Uma limitação de corrente da técnica é o volume total do hidrogel que pode ser degradado em uma quantidade de tempo possível. Para criar vazios abertos ou recursos microfluídicos dentro do hidrogel, o laser tempo de permanência deve ser igual ou superior a 8,96 uS / pixel (ou uma velocidade de digitalização de laser de 0,021 mm / ms) ao usar uma fluência do laser de 37,7 nJ / mm 2. Com estas definições, leva-se 1,4 h a degradar vasos dentro de um volume de 0,014 milímetros 3 (como visto na Figura 1). Usando um tempo de permanência de laser de 4,48 mS / pixel ou abaixo, a energia entregue não é suficiente para a completa degradação da formulação de hidrogel aqui utilizado. A implementação de um hidrogel diferentecomposição poderia superar essa limitação. O uso de géis fotolabilidade que contêm componentes sensíveis à luz 34-36 ou hidrogéis que têm grande multifotônica secções transversais 21-24 são boas opções que permitam a utilização de menos energia e resultaria em degradação mais rápida. No que diz respeito às limitações dimensionais, características têm sido fabricados até 1,5 mm de profundidade no hidrogel 7. O realizáveis profundidade é uma função da distância de trabalho do objectivo e pode ser aumentada usando objetivos distância de trabalho ultra-longos otimizados para imagiologia in vivo. O canal de medida menor 7 criado usando um 20X (NA1.0) objectiva de imersão em água tinha uma largura de 3,3 mm e profundidade de 8,9 mm, o que está a par com o tamanho das menores canais gerados na Figura 1. Enquanto outros laboratórios têm usado objetivos NA inferiores 21,23,24, prevemos que as redes microfluídicos com pequenos recursos podem ser gerados usando altaobjetivos er NA à custa de uma distância de trabalho reduzida. Em última análise, no entanto, a resolução da técnica é uma função da função de dispersão do feixe de laser focado, as propriedades de rastreio por laser, a quantidade de energia fornecida pelo laser, e as propriedades de absorção de laser do material a ser degradada.

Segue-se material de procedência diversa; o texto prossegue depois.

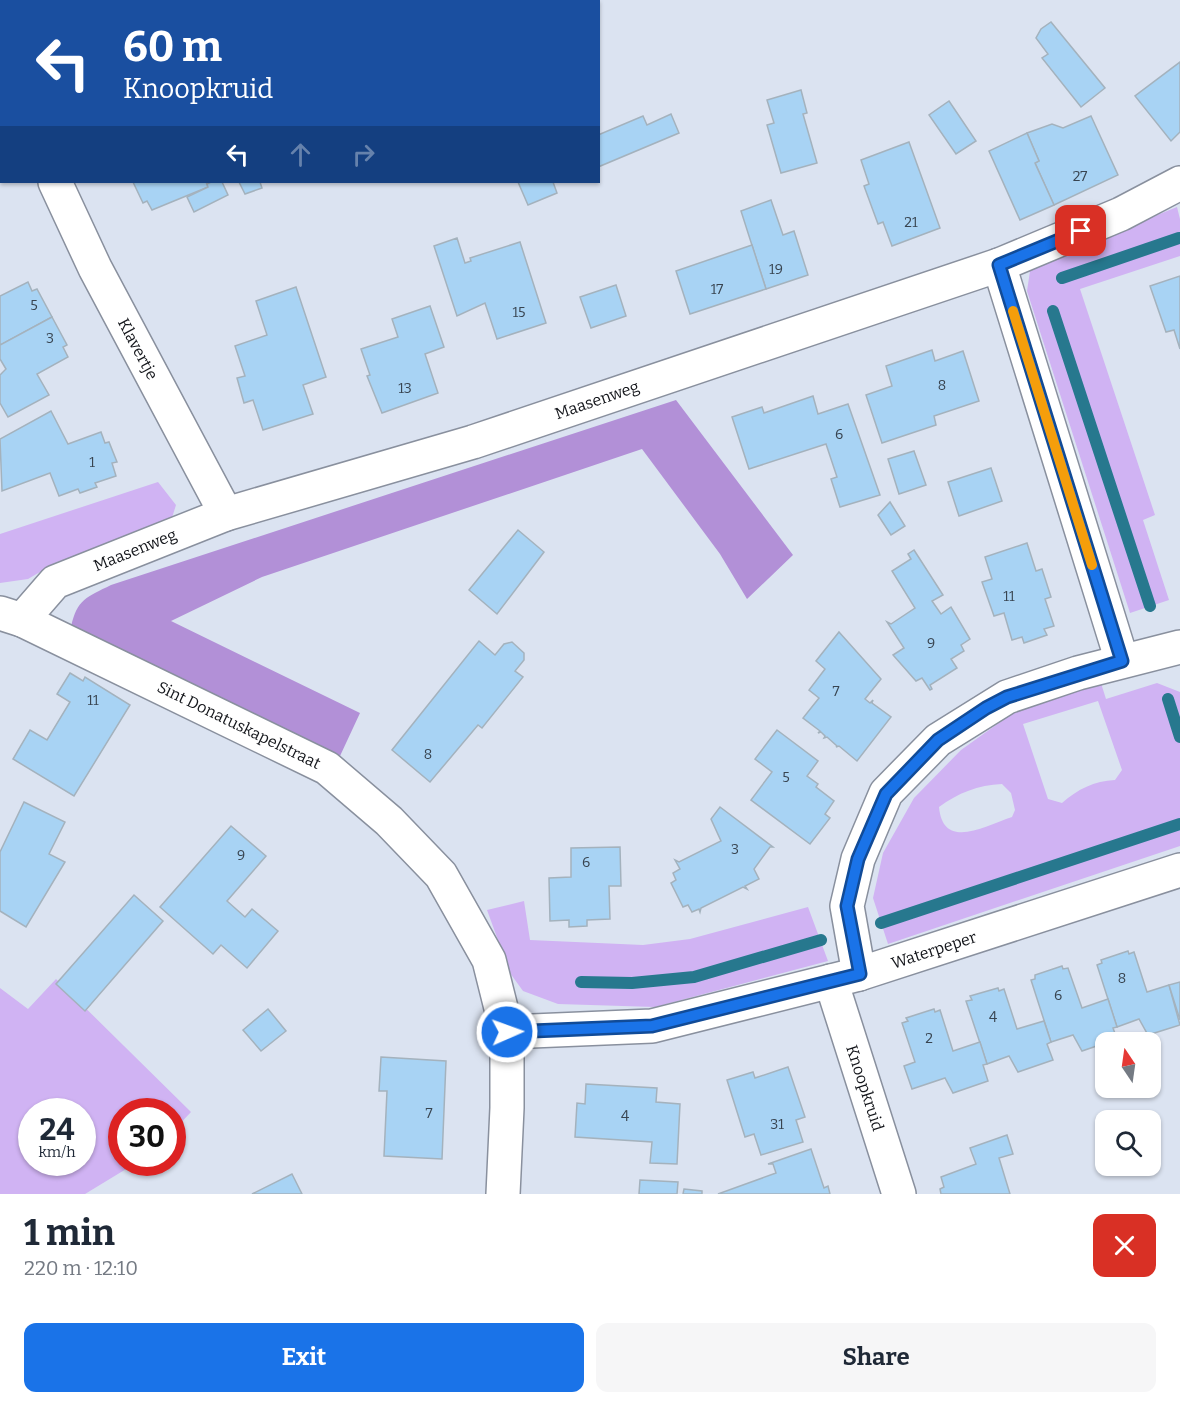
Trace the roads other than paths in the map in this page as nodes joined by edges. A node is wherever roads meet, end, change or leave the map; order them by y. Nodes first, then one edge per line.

Além disso, as propriedades de laser (velocidade, fluência, espaçamento entre máscaras virtuais e número de repetições) deve ser otimizado com base nas propriedades de hidrogel (densidade de ligações cruzadas, macrómero / peso molecular de monómeros, por cento em peso e tipo de hidrogel: à base de proteína sintética vs. ), uma vez que estes serão inerentemente alterar as interacções com o laser e, assim, a resolução final do processo. À medida que a energia fornecida é também influenciada pelo objectivo utilizado, a optimização adicional é necessário quando se alterna entre objectivos. No que diz respeito aos custos envolvidos, o acesso a um microscópio com um laser pulsado é necessário, e enquanto muitos objec diferentetivos podem ser utilizados, aqueles com uma elevada NA e longa distância de trabalho (por imagiologia in vivo) pode ser caro.

Para além do protocolo detalhado aqui, redes de microfluidos geradas utilizando esta técnica também pode ser funcionalizada com péptidos de células-adesivo pós-fabricação de canal para induzir a adesão de células endoteliais e formação de lúmen 7. Além disso, a incorporação de sequências de péptidos de células-degradável no material a granel 9 antes para canalizar degradação poderia permitir o estudo de migração celular para dentro e através do hidrogel. Para fluidização contínua da rede de microfluidos dentro do hidrogel, os hidrogéis são polimerizáveis em dispositivos fluídicos ou caixas maiores, como demonstrado nas Figuras 2 e 3 7.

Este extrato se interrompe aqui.